Now Nvidia (Thanks, 80.lv) has been showing off a new tool in beta this year involving sound. Audio2Face is an impressive looking auto rigging process that runs within Nvidia’s open real-time simulation platform, Omniverse. It has the ability to take an audio file, and apply surprisingly well matching animations to the included Digital Mark 3D character model.
It does this automatically, works well with most languages, and can be adjusted using sliders for more detail.
To do this, Nvidia has implemented a deep neural network that matches the facial animations to the audio in real time. When you first start the program it may take a moment to build the Tensor RT Engine which optimises the neural net for your hardware. From there, you should be able to see changes in real time or bake them in, as long as your hardware can hack it.

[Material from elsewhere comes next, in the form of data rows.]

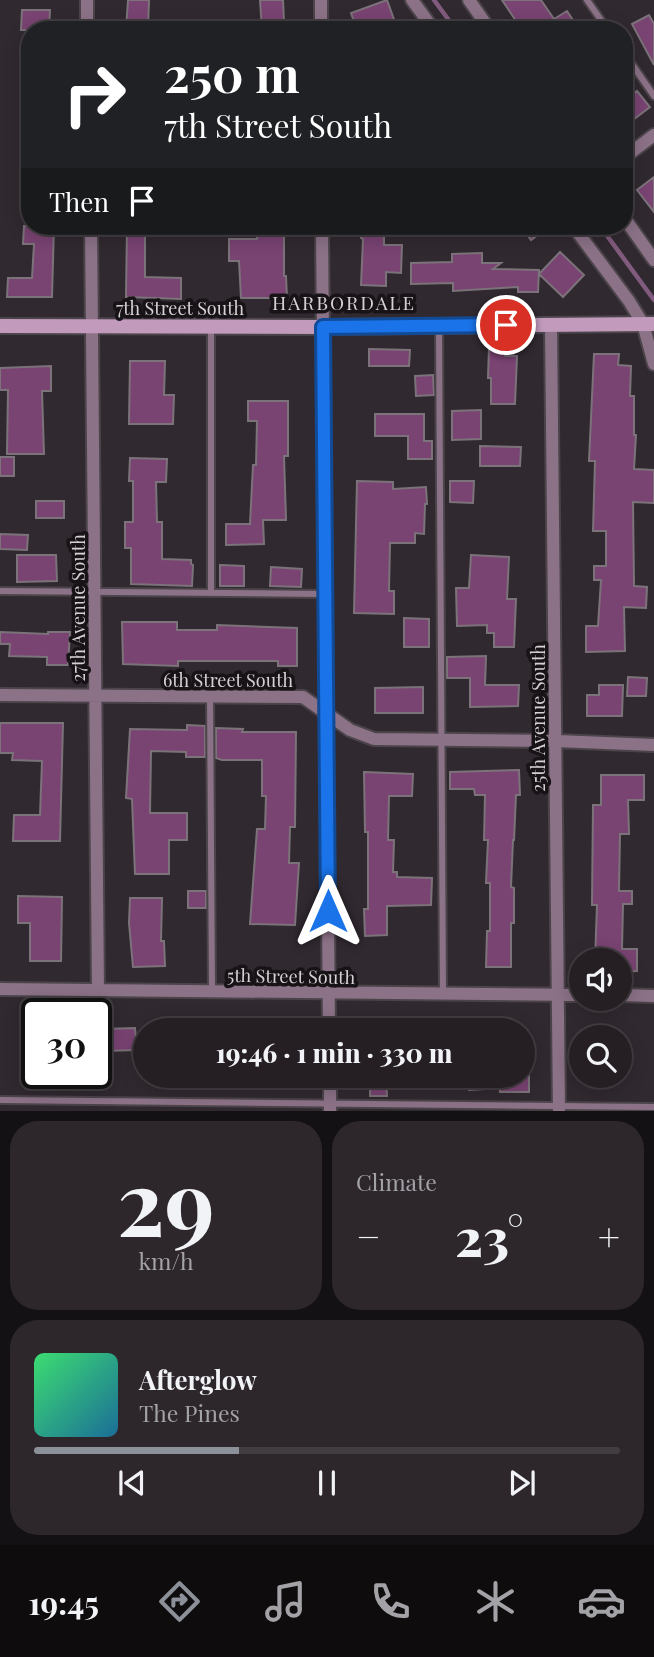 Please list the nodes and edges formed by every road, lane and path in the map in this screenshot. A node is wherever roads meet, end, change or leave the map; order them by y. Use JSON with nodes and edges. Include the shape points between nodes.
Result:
{"nodes":[{"id":1,"x":87,"y":0,"type":"edge"},
{"id":2,"x":321,"y":0,"type":"edge"},
{"id":3,"x":412,"y":0,"type":"edge"},
{"id":4,"x":469,"y":0,"type":"edge"},
{"id":5,"x":587,"y":0,"type":"edge"},
{"id":6,"x":87,"y":21,"type":"edge"},
{"id":7,"x":321,"y":21,"type":"edge"},
{"id":8,"x":427,"y":21,"type":"edge"},
{"id":9,"x":484,"y":21,"type":"edge"},
{"id":10,"x":601,"y":21,"type":"edge"},
{"id":11,"x":633,"y":66,"type":"edge"},
{"id":12,"x":654,"y":96,"type":"edge"},
{"id":13,"x":654,"y":135,"type":"edge"},
{"id":14,"x":633,"y":151,"type":"edge"},
{"id":15,"x":633,"y":230,"type":"edge"},
{"id":16,"x":91,"y":235,"type":"edge"},
{"id":17,"x":322,"y":235,"type":"edge"},
{"id":18,"x":580,"y":235,"type":"edge"},
{"id":19,"x":654,"y":260,"type":"edge"},
{"id":20,"x":648,"y":324,"type":"edge"},
{"id":21,"x":551,"y":325,"type":"junction"},
{"id":22,"x":0,"y":326,"type":"edge"},
{"id":23,"x":439,"y":326,"type":"junction"},
{"id":24,"x":94,"y":327,"type":"junction"},
{"id":25,"x":211,"y":327,"type":"junction"},
{"id":26,"x":323,"y":327,"type":"junction"},
{"id":27,"x":654,"y":364,"type":"edge"},
{"id":28,"x":0,"y":591,"type":"edge"},
{"id":29,"x":96,"y":592,"type":"junction"},
{"id":30,"x":211,"y":593,"type":"junction"},
{"id":31,"x":325,"y":594,"type":"junction"},
{"id":32,"x":0,"y":695,"type":"edge"},
{"id":33,"x":96,"y":696,"type":"junction"},
{"id":34,"x":210,"y":697,"type":"junction"},
{"id":35,"x":327,"y":715,"type":"junction"},
{"id":36,"x":440,"y":740,"type":"junction"},
{"id":37,"x":556,"y":741,"type":"junction"},
{"id":38,"x":654,"y":744,"type":"edge"},
{"id":39,"x":0,"y":989,"type":"edge"},
{"id":40,"x":98,"y":990,"type":"junction"},
{"id":41,"x":212,"y":992,"type":"junction"},
{"id":42,"x":329,"y":994,"type":"junction"},
{"id":43,"x":443,"y":994,"type":"junction"},
{"id":44,"x":556,"y":995,"type":"junction"},
{"id":45,"x":569,"y":995,"type":"edge"},
{"id":46,"x":632,"y":995,"type":"edge"},
{"id":47,"x":654,"y":996,"type":"edge"},
{"id":48,"x":329,"y":1018,"type":"edge"},
{"id":49,"x":330,"y":1088,"type":"edge"},
{"id":50,"x":0,"y":1100,"type":"edge"},
{"id":51,"x":330,"y":1107,"type":"edge"},
{"id":52,"x":654,"y":1107,"type":"edge"},
{"id":53,"x":559,"y":1109,"type":"edge"}],
"edges":[{"from":1,"to":6,"type":"street"},
{"from":2,"to":7,"type":"street"},
{"from":3,"to":8,"type":"street"},
{"from":4,"to":9,"type":"street"},
{"from":5,"to":10,"type":"lane"},
{"from":11,"to":12,"type":"lane"},
{"from":13,"to":14,"type":"street"},
{"from":15,"to":19,"type":"street"},
{"from":16,"to":24,"type":"street","name":"27th Avenue South"},
{"from":17,"to":26,"type":"street"},
{"from":18,"to":20,"type":"street"},
{"from":20,"to":21,"type":"street","name":"7th Street South"},
{"from":20,"to":27,"type":"street"},
{"from":21,"to":23,"type":"street","name":"7th Street South"},
{"from":21,"to":37,"type":"street","name":"25th Avenue South"},
{"from":22,"to":24,"type":"street","name":"7th Street South"},
{"from":23,"to":26,"type":"street","name":"7th Street South"},
{"from":23,"to":36,"type":"lane"},
{"from":24,"to":25,"type":"street","name":"7th Street South"},
{"from":24,"to":29,"type":"street","name":"27th Avenue South"},
{"from":25,"to":26,"type":"street","name":"7th Street South"},
{"from":25,"to":30,"type":"lane"},
{"from":26,"to":31,"type":"street"},
{"from":28,"to":29,"type":"lane"},
{"from":29,"to":30,"type":"lane"},
{"from":29,"to":33,"type":"street","name":"27th Avenue South"},
{"from":30,"to":31,"type":"lane"},
{"from":31,"to":35,"type":"street"},
{"from":32,"to":33,"type":"street","name":"6th Street South"},
{"from":33,"to":34,"type":"street","name":"6th Street South"},
{"from":33,"to":40,"type":"street","name":"27th Avenue South"},
{"from":34,"to":35,"type":"street","name":"6th Street South","via":[[303,697]]},
{"from":34,"to":41,"type":"lane"},
{"from":35,"to":36,"type":"street","name":"6th Street South","via":[[374,739]]},
{"from":35,"to":42,"type":"street"},
{"from":36,"to":37,"type":"street","name":"6th Street South"},
{"from":36,"to":43,"type":"lane"},
{"from":37,"to":38,"type":"street","name":"6th Street South"},
{"from":37,"to":44,"type":"street","name":"25th Avenue South"},
{"from":39,"to":40,"type":"street","name":"5th Street South"},
{"from":40,"to":41,"type":"street","name":"5th Street South"},
{"from":41,"to":42,"type":"street","name":"5th Street South"},
{"from":42,"to":43,"type":"street","name":"5th Street South"},
{"from":42,"to":48,"type":"street"},
{"from":43,"to":44,"type":"street","name":"5th Street South"},
{"from":44,"to":45,"type":"street","name":"5th Street South"},
{"from":44,"to":53,"type":"street","name":"25th Avenue South"},
{"from":46,"to":47,"type":"street"},
{"from":49,"to":51,"type":"street"},
{"from":50,"to":51,"type":"lane"},
{"from":51,"to":53,"type":"lane"},
{"from":52,"to":53,"type":"lane"}]}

As an added bonus, Nvidia on Demand is the company’s tutorial website, and it features heaps of videos on Omniverse and Audio2Face. The first video on Audio2Face is pretty far back in March 2020, but more recent tutorials even detail how to export the process to other tools like Unreal Engine 4.
After watching a few videos, it does seem to depend a bit on the quality of the audio used. Charlie Chaplin’s uncharacteristically famous speech from the film, The Great Dictator is featured in one video and the movements just don’t seem as clear as they do with crisper, modern recordings. That being said, unlike some audio quality, this tool is likely to only get better with time.